* **ASSIGNMENT**:
A faithful transcription of the entries below is required.

[[ EXTRACTED INFORMATION open ]]

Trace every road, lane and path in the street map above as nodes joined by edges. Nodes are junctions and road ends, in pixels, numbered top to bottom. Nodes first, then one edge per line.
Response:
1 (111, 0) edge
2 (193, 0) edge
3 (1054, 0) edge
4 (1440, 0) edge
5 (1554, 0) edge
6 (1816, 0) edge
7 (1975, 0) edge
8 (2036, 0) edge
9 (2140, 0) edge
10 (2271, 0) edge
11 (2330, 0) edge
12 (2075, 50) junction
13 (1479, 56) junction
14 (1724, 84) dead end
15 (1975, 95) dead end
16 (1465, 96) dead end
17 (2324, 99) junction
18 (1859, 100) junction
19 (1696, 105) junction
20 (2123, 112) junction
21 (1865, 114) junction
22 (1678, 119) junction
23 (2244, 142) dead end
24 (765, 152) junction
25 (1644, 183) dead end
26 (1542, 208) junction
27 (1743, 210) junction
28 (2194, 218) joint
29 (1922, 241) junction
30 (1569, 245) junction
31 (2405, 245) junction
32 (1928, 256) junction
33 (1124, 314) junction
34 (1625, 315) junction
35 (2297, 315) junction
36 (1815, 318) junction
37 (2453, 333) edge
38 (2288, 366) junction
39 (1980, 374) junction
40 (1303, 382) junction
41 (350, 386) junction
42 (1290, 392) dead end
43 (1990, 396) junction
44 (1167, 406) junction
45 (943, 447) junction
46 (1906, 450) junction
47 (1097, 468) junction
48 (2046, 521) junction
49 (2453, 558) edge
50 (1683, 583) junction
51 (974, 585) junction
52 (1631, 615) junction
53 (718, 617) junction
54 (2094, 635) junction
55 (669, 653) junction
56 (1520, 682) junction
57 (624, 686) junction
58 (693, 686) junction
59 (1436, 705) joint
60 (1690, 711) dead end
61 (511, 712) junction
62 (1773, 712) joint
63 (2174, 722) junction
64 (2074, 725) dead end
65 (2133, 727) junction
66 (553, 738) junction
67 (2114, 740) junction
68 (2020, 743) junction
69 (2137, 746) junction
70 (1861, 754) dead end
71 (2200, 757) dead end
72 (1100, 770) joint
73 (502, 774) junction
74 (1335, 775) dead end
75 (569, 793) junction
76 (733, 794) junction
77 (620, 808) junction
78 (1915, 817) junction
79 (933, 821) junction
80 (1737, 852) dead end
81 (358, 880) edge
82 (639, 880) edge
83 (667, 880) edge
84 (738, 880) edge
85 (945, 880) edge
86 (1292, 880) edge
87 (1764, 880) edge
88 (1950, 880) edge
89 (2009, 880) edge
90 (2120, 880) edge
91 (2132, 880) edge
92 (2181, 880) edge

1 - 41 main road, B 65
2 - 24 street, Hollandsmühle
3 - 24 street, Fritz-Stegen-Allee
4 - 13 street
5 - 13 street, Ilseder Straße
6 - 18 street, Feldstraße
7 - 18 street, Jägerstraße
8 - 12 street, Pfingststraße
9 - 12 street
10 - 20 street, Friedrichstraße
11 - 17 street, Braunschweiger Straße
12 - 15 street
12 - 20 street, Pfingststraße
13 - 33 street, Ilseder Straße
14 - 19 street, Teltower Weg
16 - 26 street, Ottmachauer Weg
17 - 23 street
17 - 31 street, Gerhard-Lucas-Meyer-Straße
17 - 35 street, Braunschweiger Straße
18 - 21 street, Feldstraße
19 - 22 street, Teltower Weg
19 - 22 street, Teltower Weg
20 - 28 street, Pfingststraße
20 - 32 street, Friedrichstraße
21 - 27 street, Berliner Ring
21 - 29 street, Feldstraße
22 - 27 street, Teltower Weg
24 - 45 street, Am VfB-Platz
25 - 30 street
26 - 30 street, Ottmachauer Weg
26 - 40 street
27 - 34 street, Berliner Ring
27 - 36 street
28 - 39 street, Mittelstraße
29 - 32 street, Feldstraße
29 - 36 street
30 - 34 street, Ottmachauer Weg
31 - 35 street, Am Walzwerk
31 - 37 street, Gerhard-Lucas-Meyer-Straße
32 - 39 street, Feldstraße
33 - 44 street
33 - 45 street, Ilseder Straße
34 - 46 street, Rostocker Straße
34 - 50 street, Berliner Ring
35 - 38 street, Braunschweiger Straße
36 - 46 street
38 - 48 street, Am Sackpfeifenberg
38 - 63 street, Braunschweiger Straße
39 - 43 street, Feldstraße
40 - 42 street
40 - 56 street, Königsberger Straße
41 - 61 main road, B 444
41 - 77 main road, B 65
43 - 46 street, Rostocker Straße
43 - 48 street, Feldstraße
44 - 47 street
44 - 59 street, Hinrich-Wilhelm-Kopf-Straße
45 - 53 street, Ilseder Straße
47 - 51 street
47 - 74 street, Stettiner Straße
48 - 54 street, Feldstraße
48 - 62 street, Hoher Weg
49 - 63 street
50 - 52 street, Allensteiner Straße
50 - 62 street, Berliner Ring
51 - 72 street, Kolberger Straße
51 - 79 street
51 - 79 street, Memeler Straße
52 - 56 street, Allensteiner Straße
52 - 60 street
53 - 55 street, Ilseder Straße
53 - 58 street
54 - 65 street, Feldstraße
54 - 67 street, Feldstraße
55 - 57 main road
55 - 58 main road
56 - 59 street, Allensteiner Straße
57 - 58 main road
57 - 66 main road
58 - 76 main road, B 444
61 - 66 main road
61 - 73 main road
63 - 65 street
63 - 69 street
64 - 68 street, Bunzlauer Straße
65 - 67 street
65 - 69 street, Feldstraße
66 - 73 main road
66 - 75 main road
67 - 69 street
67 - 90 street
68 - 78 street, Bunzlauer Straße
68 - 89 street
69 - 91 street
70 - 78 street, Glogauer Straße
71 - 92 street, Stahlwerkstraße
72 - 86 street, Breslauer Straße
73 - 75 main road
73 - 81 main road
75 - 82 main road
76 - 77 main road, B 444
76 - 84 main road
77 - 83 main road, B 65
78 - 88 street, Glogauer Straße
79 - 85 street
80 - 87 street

[[ EXTRACTED INFORMATION closed ]]

* **RESPONSE FOR THIS EXERCISE**:
Trace every road, lane and path in the street map above as nodes joined by edges. Nodes are junctions and road ends, in pixels, numbered top to bottom. Nodes first, then one edge per line.
Response:
1 (111, 0) edge
2 (193, 0) edge
3 (1054, 0) edge
4 (1440, 0) edge
5 (1554, 0) edge
6 (1816, 0) edge
7 (1975, 0) edge
8 (2036, 0) edge
9 (2140, 0) edge
10 (2271, 0) edge
11 (2330, 0) edge
12 (2075, 50) junction
13 (1479, 56) junction
14 (1724, 84) dead end
15 (1975, 95) dead end
16 (1465, 96) dead end
17 (2324, 99) junction
18 (1859, 100) junction
19 (1696, 105) junction
20 (2123, 112) junction
21 (1865, 114) junction
22 (1678, 119) junction
23 (2244, 142) dead end
24 (765, 152) junction
25 (1644, 183) dead end
26 (1542, 208) junction
27 (1743, 210) junction
28 (2194, 218) joint
29 (1922, 241) junction
30 (1569, 245) junction
31 (2405, 245) junction
32 (1928, 256) junction
33 (1124, 314) junction
34 (1625, 315) junction
35 (2297, 315) junction
36 (1815, 318) junction
37 (2453, 333) edge
38 (2288, 366) junction
39 (1980, 374) junction
40 (1303, 382) junction
41 (350, 386) junction
42 (1290, 392) dead end
43 (1990, 396) junction
44 (1167, 406) junction
45 (943, 447) junction
46 (1906, 450) junction
47 (1097, 468) junction
48 (2046, 521) junction
49 (2453, 558) edge
50 (1683, 583) junction
51 (974, 585) junction
52 (1631, 615) junction
53 (718, 617) junction
54 (2094, 635) junction
55 (669, 653) junction
56 (1520, 682) junction
57 (624, 686) junction
58 (693, 686) junction
59 (1436, 705) joint
60 (1690, 711) dead end
61 (511, 712) junction
62 (1773, 712) joint
63 (2174, 722) junction
64 (2074, 725) dead end
65 (2133, 727) junction
66 (553, 738) junction
67 (2114, 740) junction
68 (2020, 743) junction
69 (2137, 746) junction
70 (1861, 754) dead end
71 (2200, 757) dead end
72 (1100, 770) joint
73 (502, 774) junction
74 (1335, 775) dead end
75 (569, 793) junction
76 (733, 794) junction
77 (620, 808) junction
78 (1915, 817) junction
79 (933, 821) junction
80 (1737, 852) dead end
81 (358, 880) edge
82 (639, 880) edge
83 (667, 880) edge
84 (738, 880) edge
85 (945, 880) edge
86 (1292, 880) edge
87 (1764, 880) edge
88 (1950, 880) edge
89 (2009, 880) edge
90 (2120, 880) edge
91 (2132, 880) edge
92 (2181, 880) edge

1 - 41 main road, B 65
2 - 24 street, Hollandsmühle
3 - 24 street, Fritz-Stegen-Allee
4 - 13 street
5 - 13 street, Ilseder Straße
6 - 18 street, Feldstraße
7 - 18 street, Jägerstraße
8 - 12 street, Pfingststraße
9 - 12 street
10 - 20 street, Friedrichstraße
11 - 17 street, Braunschweiger Straße
12 - 15 street
12 - 20 street, Pfingststraße
13 - 33 street, Ilseder Straße
14 - 19 street, Teltower Weg
16 - 26 street, Ottmachauer Weg
17 - 23 street
17 - 31 street, Gerhard-Lucas-Meyer-Straße
17 - 35 street, Braunschweiger Straße
18 - 21 street, Feldstraße
19 - 22 street, Teltower Weg
19 - 22 street, Teltower Weg
20 - 28 street, Pfingststraße
20 - 32 street, Friedrichstraße
21 - 27 street, Berliner Ring
21 - 29 street, Feldstraße
22 - 27 street, Teltower Weg
24 - 45 street, Am VfB-Platz
25 - 30 street
26 - 30 street, Ottmachauer Weg
26 - 40 street
27 - 34 street, Berliner Ring
27 - 36 street
28 - 39 street, Mittelstraße
29 - 32 street, Feldstraße
29 - 36 street
30 - 34 street, Ottmachauer Weg
31 - 35 street, Am Walzwerk
31 - 37 street, Gerhard-Lucas-Meyer-Straße
32 - 39 street, Feldstraße
33 - 44 street
33 - 45 street, Ilseder Straße
34 - 46 street, Rostocker Straße
34 - 50 street, Berliner Ring
35 - 38 street, Braunschweiger Straße
36 - 46 street
38 - 48 street, Am Sackpfeifenberg
38 - 63 street, Braunschweiger Straße
39 - 43 street, Feldstraße
40 - 42 street
40 - 56 street, Königsberger Straße
41 - 61 main road, B 444
41 - 77 main road, B 65
43 - 46 street, Rostocker Straße
43 - 48 street, Feldstraße
44 - 47 street
44 - 59 street, Hinrich-Wilhelm-Kopf-Straße
45 - 53 street, Ilseder Straße
47 - 51 street
47 - 74 street, Stettiner Straße
48 - 54 street, Feldstraße
48 - 62 street, Hoher Weg
49 - 63 street
50 - 52 street, Allensteiner Straße
50 - 62 street, Berliner Ring
51 - 72 street, Kolberger Straße
51 - 79 street
51 - 79 street, Memeler Straße
52 - 56 street, Allensteiner Straße
52 - 60 street
53 - 55 street, Ilseder Straße
53 - 58 street
54 - 65 street, Feldstraße
54 - 67 street, Feldstraße
55 - 57 main road
55 - 58 main road
56 - 59 street, Allensteiner Straße
57 - 58 main road
57 - 66 main road
58 - 76 main road, B 444
61 - 66 main road
61 - 73 main road
63 - 65 street
63 - 69 street
64 - 68 street, Bunzlauer Straße
65 - 67 street
65 - 69 street, Feldstraße
66 - 73 main road
66 - 75 main road
67 - 69 street
67 - 90 street
68 - 78 street, Bunzlauer Straße
68 - 89 street
69 - 91 street
70 - 78 street, Glogauer Straße
71 - 92 street, Stahlwerkstraße
72 - 86 street, Breslauer Straße
73 - 75 main road
73 - 81 main road
75 - 82 main road
76 - 77 main road, B 444
76 - 84 main road
77 - 83 main road, B 65
78 - 88 street, Glogauer Straße
79 - 85 street
80 - 87 street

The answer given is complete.